TASK TO COMPLETE:
Extract each line from the entries below that has the string "roads" in it.

RECORDS PROVIDED:
============================================================

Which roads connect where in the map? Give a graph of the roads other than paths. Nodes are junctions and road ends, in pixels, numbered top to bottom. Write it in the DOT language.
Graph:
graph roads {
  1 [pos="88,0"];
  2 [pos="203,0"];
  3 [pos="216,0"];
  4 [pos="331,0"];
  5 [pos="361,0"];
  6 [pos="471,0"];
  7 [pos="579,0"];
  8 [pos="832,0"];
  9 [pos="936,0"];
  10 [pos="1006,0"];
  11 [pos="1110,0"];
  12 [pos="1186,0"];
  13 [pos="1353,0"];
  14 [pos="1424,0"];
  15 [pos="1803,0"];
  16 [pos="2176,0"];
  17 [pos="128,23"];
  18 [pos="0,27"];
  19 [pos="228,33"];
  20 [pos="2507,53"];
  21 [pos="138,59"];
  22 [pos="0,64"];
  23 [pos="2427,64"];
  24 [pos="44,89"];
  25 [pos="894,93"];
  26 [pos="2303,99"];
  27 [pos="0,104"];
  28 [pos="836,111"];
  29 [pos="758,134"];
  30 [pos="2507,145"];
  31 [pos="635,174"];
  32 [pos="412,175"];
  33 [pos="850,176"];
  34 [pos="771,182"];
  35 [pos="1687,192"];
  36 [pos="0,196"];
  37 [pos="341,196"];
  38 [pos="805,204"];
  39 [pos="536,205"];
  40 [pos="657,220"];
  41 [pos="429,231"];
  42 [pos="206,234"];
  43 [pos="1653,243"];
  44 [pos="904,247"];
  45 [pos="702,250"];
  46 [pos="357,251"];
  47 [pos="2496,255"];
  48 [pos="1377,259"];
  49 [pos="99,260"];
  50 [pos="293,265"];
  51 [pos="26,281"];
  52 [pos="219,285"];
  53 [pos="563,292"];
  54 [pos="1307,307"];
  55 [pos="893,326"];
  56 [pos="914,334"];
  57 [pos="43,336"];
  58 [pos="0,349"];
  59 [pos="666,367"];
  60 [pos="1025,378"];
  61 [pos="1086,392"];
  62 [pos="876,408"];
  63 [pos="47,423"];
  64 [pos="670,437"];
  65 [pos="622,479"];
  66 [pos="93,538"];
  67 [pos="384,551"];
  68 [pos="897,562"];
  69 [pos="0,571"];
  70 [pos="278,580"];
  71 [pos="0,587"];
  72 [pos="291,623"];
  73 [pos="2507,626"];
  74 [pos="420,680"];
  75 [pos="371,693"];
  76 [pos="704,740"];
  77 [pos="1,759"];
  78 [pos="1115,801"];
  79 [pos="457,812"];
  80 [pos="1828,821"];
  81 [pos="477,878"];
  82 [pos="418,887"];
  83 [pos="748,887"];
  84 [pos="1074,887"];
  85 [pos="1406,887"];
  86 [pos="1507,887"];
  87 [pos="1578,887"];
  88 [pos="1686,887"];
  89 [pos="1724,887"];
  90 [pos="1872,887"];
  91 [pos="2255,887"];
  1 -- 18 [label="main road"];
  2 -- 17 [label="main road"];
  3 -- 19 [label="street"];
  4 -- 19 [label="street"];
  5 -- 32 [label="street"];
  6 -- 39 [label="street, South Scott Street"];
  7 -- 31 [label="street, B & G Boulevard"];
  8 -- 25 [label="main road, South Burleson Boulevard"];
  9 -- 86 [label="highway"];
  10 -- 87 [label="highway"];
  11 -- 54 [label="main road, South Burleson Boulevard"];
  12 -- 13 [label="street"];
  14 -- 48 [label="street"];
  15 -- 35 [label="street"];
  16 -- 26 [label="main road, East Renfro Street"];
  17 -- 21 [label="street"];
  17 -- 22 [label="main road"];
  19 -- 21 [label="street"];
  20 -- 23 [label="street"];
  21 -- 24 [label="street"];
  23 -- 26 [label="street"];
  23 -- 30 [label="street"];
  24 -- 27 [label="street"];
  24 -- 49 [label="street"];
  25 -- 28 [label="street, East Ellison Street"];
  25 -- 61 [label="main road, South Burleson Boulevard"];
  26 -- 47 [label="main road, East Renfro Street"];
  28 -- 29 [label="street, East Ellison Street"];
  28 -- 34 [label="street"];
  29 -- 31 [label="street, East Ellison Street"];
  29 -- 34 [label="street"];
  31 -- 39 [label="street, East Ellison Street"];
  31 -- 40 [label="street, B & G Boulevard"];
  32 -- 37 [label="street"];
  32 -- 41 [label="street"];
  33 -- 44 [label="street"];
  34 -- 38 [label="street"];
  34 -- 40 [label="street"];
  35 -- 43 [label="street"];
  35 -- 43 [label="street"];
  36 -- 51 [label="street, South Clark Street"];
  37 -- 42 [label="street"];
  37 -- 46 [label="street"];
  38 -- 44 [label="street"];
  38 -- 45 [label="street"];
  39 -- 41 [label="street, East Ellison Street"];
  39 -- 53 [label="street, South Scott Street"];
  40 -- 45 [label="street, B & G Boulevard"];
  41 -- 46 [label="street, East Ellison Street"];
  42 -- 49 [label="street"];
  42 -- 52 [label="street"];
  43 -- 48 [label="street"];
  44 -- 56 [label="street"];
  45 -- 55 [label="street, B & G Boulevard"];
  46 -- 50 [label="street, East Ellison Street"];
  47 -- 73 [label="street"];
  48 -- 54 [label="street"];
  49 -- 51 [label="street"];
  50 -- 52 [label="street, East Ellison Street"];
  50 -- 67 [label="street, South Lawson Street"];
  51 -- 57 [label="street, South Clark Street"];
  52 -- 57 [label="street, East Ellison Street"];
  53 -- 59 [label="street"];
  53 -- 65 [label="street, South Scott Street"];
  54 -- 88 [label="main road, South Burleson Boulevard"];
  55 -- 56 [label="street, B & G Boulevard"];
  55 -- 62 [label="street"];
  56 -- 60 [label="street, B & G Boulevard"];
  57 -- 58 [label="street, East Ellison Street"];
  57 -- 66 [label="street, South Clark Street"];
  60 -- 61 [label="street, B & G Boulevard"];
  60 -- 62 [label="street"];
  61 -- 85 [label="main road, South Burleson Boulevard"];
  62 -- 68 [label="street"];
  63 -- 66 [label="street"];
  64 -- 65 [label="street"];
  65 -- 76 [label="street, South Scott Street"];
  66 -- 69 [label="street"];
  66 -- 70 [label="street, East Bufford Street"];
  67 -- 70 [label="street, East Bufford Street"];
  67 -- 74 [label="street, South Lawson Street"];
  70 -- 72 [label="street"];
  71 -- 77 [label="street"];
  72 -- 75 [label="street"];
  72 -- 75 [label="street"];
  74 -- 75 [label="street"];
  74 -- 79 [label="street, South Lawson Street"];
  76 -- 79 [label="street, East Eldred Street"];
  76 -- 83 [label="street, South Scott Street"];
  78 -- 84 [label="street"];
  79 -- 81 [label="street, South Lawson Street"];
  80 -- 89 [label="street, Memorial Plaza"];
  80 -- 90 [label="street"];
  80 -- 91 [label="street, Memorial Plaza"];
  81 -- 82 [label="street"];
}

============================================================

ANSWER FOR THIS EXERCISE:
Which roads connect where in the map? Give a graph of the roads other than paths. Nodes are junctions and road ends, in pixels, numbered top to bottom. Write it in the DOT language.
graph roads {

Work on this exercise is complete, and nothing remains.